Monday, August 22, 2011

PCI DSS Point-to-Point Encryption Guidance Soon?

Like many of you, I am looking forward to the PCI Council's guidance on point-to-point encryption. A lot of schools are talking to vendors about POS devices that promise to take their systems out of scope. Some schools are buying these terminals, and I have to admit they seem attractive. Before you go too far, though, I recommend you take a look at what the Council is saying, and what they might say, about how P2PE (the unfortunate acronym) can reduce your PCI scope.

The place to begin is to download the excellent "Initial Roadmap: Point-to Point Encryption Technology and PCI DSS Compliance v 1.0." This document came out last October. It lays out a lot of the details and what to look for in a P2PE system.
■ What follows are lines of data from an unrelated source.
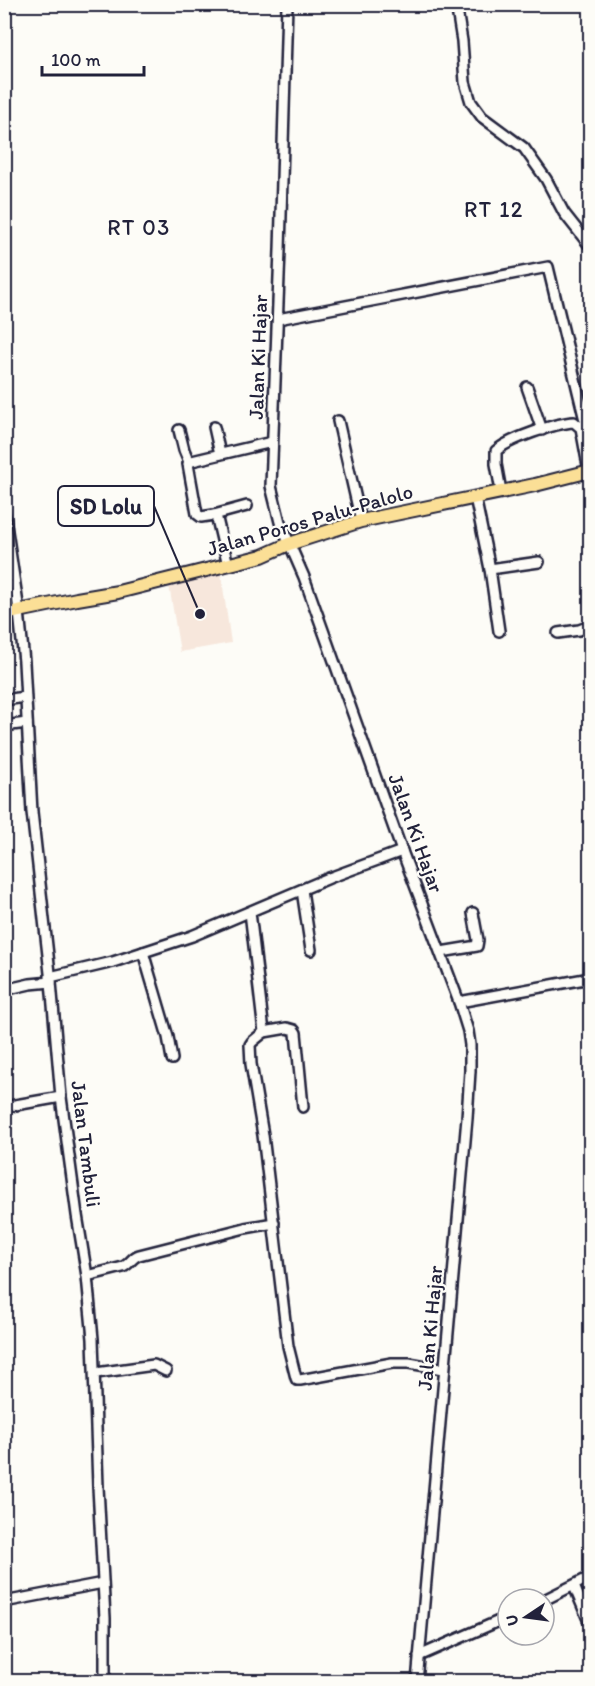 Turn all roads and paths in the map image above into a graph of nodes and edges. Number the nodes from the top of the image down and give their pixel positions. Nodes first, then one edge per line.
1 (287, 4) edge
2 (456, 4) edge
3 (591, 246) edge
4 (278, 320) junction
5 (527, 387) dead end
6 (338, 421) dead end
7 (214, 427) dead end
8 (179, 430) dead end
9 (542, 430) junction
10 (591, 441) edge
11 (272, 442) junction
12 (220, 454) junction
13 (189, 462) junction
14 (590, 471) edge
15 (501, 491) junction
16 (475, 497) junction
17 (247, 506) dead end
18 (4, 511) edge
19 (214, 515) junction
20 (361, 521) junction
21 (289, 544) junction
22 (539, 562) dead end
23 (228, 565) junction
24 (490, 569) junction
25 (19, 611) junction
26 (4, 614) edge
27 (591, 626) edge
28 (499, 631) dead end
29 (558, 633) dead end
30 (26, 697) junction
31 (4, 700) edge
32 (27, 723) junction
33 (4, 726) edge
34 (402, 851) junction
35 (302, 890) junction
36 (250, 912) junction
37 (473, 913) dead end
38 (311, 950) dead end
39 (143, 952) junction
40 (441, 952) junction
41 (591, 978) edge
42 (50, 980) junction
43 (4, 990) edge
44 (459, 1002) junction
45 (264, 1032) junction
46 (172, 1059) dead end
47 (61, 1097) junction
48 (4, 1107) edge
49 (303, 1107) dead end
50 (274, 1223) junction
51 (87, 1276) junction
52 (443, 1369) junction
53 (166, 1371) dead end
54 (96, 1373) junction
55 (591, 1577) edge
56 (103, 1583) junction
57 (574, 1586) junction
58 (556, 1594) edge
59 (4, 1602) edge
60 (496, 1622) edge
61 (591, 1624) edge
62 (419, 1656) junction
63 (105, 1682) edge
64 (417, 1682) edge

1 - 4 street, Jalan Ki Hajar
2 - 3 street
4 - 10 street
4 - 11 street, Jalan Ki Hajar
5 - 9 street
6 - 20 street
7 - 12 street
8 - 13 street
9 - 14 street
9 - 15 street
11 - 12 street
11 - 21 street, Jalan Ki Hajar
12 - 13 street
13 - 19 street
14 - 15 main road, Jalan Poros Palu-Palolo
15 - 16 main road, Jalan Poros Palu-Palolo
16 - 20 main road, Jalan Poros Palu-Palolo
16 - 24 street
17 - 19 street
18 - 25 street, Jalan Tambuli
19 - 23 street
20 - 21 main road, Jalan Poros Palu-Palolo
21 - 23 main road, Jalan Poros Palu-Palolo
21 - 34 street, Jalan Ki Hajar
22 - 24 street
23 - 25 main road, Jalan Poros Palu-Palolo
24 - 28 street
25 - 26 main road, Jalan Poros Palu-Palolo
25 - 30 street, Jalan Tambuli
27 - 29 street
30 - 31 street
30 - 32 street, Jalan Tambuli
32 - 33 street
32 - 42 street, Jalan Tambuli
34 - 35 street
34 - 40 street, Jalan Ki Hajar
35 - 36 street
35 - 38 street
36 - 39 street
36 - 45 street
37 - 40 street
39 - 42 street
39 - 46 street
40 - 44 street, Jalan Ki Hajar
41 - 44 street
42 - 43 street
42 - 47 street, Jalan Tambuli
44 - 52 street, Jalan Ki Hajar
45 - 49 street
45 - 50 street
47 - 48 street
47 - 51 street, Jalan Tambuli
50 - 51 street
50 - 52 street
51 - 54 street, Jalan Tambuli
52 - 62 street, Jalan Ki Hajar
53 - 54 street
54 - 56 street, Jalan Tambuli
55 - 57 street
56 - 59 street
56 - 63 street, Jalan Tambuli
57 - 58 street
57 - 61 street
60 - 62 street
62 - 64 street, Jalan Ki Hajar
What we are all eagerly awaiting, though, is the follow-on document promised before the end of this year: the actual "Validation Requirements for Point-to-Point Encryption." The Council promises:

It [the Validation Requirements] will define requirements and the process for validating effective P2PE solutions. Its intended audience is vendors, assessors, and labs that may evaluate the testing procedures associated with key management, segregation of duties, access controls, and other necessary criteria.


Here are some things to keep in mind as you look at solutions in the market today.

First, please understand P2PE only affects the transmission of cardholder data. It says nothing about storage or processing. The Roadmap document makes this clear in several places. Second, keep in mind that this is an integrated hardware-software-provider solution, and all three parts have to work for it to be effective.

Then look at the advice on how to implement the system:

  • Encryption is performed immediately after reading the data through contact-based (EMV), magnetic stripe, contactless, PAN key entry or Near Field Communication [NFC] methods.
  • The portions of the merchant environment that no longer require validation have no access to: plaintext CHD, cryptographic keys, or a decryption function that would allow encrypted data to be decrypted.
  • CHD (including any sensitive authentication data) cannot be decrypted until received by a validated decryption point such as a segmented portion of the merchant network or processor/acquirer network.
  • P2PE solutions including devices, key management practices, and encryption and decryption environments are independently validated.

The Roadmap has four conclusions: the technology is immature (meaning don't necessarily believe everything you might be promised); P2PE can move only the transmission part of your transactions out of scope (if properly implemented and validated, of course), meaning your payment application may still be in scope depending on where the two "points" are; P2PE does not make PCI DSS compliance go away (i.e., silver bullets are still outlawed); and you need independent validation of the P2PE solution, particularly the encryption/decryption process.

It is this last part where I expect to see the Council announce a program modeled on PCI PTS. That is, there will be independent testing labs that will validate devices (and their underlying software) for compliance, much like they test encrypting PIN devices today. This will give vendors a clear path to get their devices approved, and it will give you confidence that what you buy and install will reduce your PCI scope.

Let me make it clear I have no inside information. I am not part of the task force, and I have no insights into the Council's deliberations. However I do expect a guidance document to be issued soon (it is getting late in 2011, after all).

P2PE is an exciting and promising technology to reduce PCI scope for many merchants operating in a card-present environment. Like tokenization, there will be lots of issues to address in any implementation. In the meantime, if you have any interest in point-to-point encryption (and I expect almost all of you dear readers will), download the Roadmap and read it carefully. It may help you with your intermediate decisions, and it will help you understand the final guidance document when it comes out.

2 comments:

  1. I'm just curious, one a high level does it mean that if I employ a 'proper' point-to-point encryption, where the encryption methodology and the encryption/decryption devices have been properly audited and meet requirements....does that mean that any system in between that doesn't have the ability to decrypt the CHD and SAD would be out-of-scope of PCI-DSS?

    ReplyDelete
  2. Thanks for your comment. Yes, the promise of P2PE is that all the merchant's back office and POS systems SHOULD be out of scope if P2PE is properly implemented and if that is the only transaction data they can see. As you note, however, the difference between the promise and what is actually delivered is the critical element to consider.